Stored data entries
§

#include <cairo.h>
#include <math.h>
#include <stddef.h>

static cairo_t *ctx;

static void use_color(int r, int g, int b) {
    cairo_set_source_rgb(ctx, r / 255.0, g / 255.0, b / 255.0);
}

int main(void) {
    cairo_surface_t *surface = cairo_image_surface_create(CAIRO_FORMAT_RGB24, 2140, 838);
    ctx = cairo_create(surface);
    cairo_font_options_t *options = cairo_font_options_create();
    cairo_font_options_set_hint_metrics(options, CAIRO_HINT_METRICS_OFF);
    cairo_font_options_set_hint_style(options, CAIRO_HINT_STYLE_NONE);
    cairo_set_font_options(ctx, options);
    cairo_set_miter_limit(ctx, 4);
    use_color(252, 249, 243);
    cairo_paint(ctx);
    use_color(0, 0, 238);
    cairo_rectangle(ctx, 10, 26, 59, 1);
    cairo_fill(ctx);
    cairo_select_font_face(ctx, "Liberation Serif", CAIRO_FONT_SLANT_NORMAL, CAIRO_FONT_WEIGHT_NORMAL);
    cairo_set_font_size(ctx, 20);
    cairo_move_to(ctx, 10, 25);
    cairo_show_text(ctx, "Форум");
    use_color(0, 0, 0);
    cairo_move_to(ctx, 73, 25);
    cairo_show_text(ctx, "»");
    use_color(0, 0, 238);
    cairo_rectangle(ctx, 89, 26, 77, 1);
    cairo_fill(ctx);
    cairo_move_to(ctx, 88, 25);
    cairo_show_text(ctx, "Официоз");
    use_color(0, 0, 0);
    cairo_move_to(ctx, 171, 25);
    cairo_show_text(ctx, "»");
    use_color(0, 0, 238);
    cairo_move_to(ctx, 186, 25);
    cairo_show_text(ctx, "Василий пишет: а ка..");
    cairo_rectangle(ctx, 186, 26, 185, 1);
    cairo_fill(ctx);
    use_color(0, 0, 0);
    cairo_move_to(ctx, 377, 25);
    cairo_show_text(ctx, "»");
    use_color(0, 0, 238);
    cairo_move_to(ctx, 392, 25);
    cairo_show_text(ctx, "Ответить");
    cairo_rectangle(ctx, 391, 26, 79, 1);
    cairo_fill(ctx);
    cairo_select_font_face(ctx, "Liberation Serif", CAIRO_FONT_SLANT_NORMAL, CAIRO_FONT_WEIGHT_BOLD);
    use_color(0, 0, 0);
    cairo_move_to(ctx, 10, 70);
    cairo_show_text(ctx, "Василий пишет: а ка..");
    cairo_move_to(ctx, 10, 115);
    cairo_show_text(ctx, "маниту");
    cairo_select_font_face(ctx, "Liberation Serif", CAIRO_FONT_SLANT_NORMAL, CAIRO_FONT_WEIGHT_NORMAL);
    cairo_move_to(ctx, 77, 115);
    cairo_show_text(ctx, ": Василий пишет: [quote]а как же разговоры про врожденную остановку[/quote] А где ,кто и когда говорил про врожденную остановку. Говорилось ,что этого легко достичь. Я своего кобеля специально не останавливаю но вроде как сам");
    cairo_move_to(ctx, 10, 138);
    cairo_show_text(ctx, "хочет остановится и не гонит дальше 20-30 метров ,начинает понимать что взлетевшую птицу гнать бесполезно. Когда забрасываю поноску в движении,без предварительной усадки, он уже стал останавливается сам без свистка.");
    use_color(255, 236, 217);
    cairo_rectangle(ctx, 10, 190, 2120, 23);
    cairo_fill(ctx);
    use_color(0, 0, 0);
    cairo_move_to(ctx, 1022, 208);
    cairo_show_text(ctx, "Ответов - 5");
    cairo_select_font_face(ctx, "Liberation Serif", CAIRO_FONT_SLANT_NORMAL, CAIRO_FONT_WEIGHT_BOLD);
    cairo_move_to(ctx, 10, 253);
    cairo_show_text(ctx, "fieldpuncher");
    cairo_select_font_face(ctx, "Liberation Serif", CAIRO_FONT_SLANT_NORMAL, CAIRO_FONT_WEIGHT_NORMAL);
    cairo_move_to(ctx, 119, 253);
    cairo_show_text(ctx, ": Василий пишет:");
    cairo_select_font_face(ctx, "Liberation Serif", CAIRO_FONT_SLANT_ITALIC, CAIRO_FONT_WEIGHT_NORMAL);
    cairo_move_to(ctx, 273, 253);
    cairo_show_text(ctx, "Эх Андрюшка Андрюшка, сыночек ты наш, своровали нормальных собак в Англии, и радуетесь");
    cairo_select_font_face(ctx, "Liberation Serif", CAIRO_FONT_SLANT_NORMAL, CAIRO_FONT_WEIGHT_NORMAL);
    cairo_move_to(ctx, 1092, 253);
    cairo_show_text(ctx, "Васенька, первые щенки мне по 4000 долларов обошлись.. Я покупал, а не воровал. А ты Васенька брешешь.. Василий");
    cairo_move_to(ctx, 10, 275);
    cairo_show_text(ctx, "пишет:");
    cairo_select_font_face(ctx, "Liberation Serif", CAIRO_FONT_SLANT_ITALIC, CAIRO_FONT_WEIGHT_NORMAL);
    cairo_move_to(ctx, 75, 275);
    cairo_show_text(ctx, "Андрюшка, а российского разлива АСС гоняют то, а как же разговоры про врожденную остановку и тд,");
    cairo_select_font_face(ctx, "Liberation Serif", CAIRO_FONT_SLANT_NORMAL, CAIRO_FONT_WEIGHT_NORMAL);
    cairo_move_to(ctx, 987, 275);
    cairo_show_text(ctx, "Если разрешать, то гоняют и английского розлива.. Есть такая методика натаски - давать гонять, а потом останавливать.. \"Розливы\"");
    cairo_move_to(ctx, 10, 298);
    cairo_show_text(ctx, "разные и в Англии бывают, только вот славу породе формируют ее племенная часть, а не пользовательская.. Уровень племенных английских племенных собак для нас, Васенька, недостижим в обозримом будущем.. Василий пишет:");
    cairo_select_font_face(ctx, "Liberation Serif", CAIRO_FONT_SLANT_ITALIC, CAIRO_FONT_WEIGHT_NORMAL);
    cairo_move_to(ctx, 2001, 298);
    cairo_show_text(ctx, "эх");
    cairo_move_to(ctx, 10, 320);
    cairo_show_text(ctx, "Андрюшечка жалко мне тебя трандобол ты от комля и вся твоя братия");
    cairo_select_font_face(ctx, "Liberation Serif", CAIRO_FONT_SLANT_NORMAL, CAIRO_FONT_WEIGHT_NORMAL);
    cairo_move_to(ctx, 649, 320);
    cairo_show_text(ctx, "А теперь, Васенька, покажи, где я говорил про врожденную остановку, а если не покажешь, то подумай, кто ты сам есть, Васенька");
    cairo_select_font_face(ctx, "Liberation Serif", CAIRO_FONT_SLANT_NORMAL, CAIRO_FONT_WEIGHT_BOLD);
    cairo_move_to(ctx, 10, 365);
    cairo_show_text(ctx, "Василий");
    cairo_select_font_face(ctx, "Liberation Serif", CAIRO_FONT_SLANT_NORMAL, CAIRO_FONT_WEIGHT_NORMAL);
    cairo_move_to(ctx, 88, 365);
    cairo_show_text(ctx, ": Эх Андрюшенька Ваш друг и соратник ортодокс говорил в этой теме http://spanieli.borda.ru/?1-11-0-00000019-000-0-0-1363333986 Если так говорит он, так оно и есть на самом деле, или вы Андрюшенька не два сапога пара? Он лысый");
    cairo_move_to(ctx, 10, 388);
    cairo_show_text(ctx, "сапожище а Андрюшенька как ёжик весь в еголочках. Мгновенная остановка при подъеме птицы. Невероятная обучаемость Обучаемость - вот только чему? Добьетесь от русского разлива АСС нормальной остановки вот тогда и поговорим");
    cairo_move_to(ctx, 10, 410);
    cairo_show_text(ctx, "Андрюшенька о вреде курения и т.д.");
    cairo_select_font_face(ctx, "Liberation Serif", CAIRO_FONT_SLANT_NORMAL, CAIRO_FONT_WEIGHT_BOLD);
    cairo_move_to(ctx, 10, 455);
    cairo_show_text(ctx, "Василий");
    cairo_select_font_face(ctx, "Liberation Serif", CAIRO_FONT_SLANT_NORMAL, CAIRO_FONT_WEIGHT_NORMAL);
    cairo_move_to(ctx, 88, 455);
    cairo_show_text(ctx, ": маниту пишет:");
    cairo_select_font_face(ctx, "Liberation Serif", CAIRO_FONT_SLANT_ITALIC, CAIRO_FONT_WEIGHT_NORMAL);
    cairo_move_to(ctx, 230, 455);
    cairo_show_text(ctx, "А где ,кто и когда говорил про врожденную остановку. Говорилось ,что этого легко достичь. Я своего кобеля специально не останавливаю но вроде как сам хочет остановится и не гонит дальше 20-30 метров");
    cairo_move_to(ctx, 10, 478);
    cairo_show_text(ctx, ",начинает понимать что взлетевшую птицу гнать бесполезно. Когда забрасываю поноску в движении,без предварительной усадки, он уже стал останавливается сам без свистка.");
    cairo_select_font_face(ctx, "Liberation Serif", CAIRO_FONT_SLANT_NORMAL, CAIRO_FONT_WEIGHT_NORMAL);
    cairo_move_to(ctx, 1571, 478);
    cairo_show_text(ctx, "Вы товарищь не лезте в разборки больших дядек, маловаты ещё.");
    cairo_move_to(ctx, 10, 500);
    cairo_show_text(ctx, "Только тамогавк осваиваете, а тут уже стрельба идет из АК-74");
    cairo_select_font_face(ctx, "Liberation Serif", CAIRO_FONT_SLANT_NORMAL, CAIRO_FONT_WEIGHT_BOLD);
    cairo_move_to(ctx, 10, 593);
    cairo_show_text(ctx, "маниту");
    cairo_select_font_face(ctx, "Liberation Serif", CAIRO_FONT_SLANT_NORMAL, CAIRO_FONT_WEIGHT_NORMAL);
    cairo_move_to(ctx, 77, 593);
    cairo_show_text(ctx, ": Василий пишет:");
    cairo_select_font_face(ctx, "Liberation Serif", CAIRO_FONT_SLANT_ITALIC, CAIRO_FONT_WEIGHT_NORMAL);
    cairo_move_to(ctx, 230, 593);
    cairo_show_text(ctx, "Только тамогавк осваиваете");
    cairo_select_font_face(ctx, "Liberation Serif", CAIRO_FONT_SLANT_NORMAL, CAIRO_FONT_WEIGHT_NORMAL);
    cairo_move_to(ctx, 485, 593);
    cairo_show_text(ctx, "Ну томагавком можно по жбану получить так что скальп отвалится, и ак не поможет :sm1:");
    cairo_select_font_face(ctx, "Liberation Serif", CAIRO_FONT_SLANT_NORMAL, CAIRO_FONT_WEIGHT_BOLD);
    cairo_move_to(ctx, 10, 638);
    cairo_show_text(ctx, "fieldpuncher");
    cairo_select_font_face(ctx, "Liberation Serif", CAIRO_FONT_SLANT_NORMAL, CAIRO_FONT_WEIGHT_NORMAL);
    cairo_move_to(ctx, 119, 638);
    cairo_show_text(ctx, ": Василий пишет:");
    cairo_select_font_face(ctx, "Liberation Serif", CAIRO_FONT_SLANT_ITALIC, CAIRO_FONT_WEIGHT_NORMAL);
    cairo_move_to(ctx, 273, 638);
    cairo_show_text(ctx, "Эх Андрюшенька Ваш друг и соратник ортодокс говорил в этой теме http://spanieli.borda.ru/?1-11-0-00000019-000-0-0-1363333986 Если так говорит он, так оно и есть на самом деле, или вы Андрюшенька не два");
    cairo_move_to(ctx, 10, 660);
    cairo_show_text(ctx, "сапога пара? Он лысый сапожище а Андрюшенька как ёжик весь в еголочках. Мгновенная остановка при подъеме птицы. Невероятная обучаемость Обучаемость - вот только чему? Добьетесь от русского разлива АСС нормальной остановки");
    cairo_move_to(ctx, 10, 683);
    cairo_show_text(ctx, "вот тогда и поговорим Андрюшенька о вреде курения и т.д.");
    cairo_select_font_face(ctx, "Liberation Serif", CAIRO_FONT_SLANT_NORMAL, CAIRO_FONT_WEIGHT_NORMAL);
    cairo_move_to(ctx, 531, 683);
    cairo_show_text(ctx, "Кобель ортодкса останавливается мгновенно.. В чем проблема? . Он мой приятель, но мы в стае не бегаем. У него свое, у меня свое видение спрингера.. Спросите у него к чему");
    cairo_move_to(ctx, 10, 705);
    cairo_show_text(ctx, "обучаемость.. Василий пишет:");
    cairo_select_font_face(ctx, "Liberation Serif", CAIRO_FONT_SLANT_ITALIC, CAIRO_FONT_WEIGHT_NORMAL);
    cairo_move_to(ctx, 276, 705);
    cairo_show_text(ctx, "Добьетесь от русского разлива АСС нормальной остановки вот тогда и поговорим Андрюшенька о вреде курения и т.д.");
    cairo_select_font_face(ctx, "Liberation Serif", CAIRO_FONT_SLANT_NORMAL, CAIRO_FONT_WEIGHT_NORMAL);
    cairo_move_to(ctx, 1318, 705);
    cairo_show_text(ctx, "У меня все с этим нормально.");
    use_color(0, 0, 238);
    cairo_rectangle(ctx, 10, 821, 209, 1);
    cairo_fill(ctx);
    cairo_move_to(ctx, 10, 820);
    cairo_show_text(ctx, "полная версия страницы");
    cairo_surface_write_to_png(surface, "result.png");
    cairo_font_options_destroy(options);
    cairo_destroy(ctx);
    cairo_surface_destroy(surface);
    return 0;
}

§

What is needed: There is a line with "cairo_move_to(ctx, 10, 683);" and a line with "остановки вот тогда и поговорим Андрюшенька" above. Copy exactly those two lines and all lines between them, with nothing else.

Answer space:
    cairo_move_to(ctx, 10, 683);
    cairo_show_text(ctx, "вот тогда и поговорим Андрюшенька о вреде курения и т.д.");
    cairo_select_font_face(ctx, "Liberation Serif", CAIRO_FONT_SLANT_NORMAL, CAIRO_FONT_WEIGHT_NORMAL);
    cairo_move_to(ctx, 531, 683);
    cairo_show_text(ctx, "Кобель ортодкса останавливается мгновенно.. В чем проблема? . Он мой приятель, но мы в стае не бегаем. У него свое, у меня свое видение спрингера.. Спросите у него к чему");
    cairo_move_to(ctx, 10, 705);
    cairo_show_text(ctx, "обучаемость.. Василий пишет:");
    cairo_select_font_face(ctx, "Liberation Serif", CAIRO_FONT_SLANT_ITALIC, CAIRO_FONT_WEIGHT_NORMAL);
    cairo_move_to(ctx, 276, 705);
    cairo_show_text(ctx, "Добьетесь от русского разлива АСС нормальной остановки вот тогда и поговорим Андрюшенька о вреде курения и т.д.");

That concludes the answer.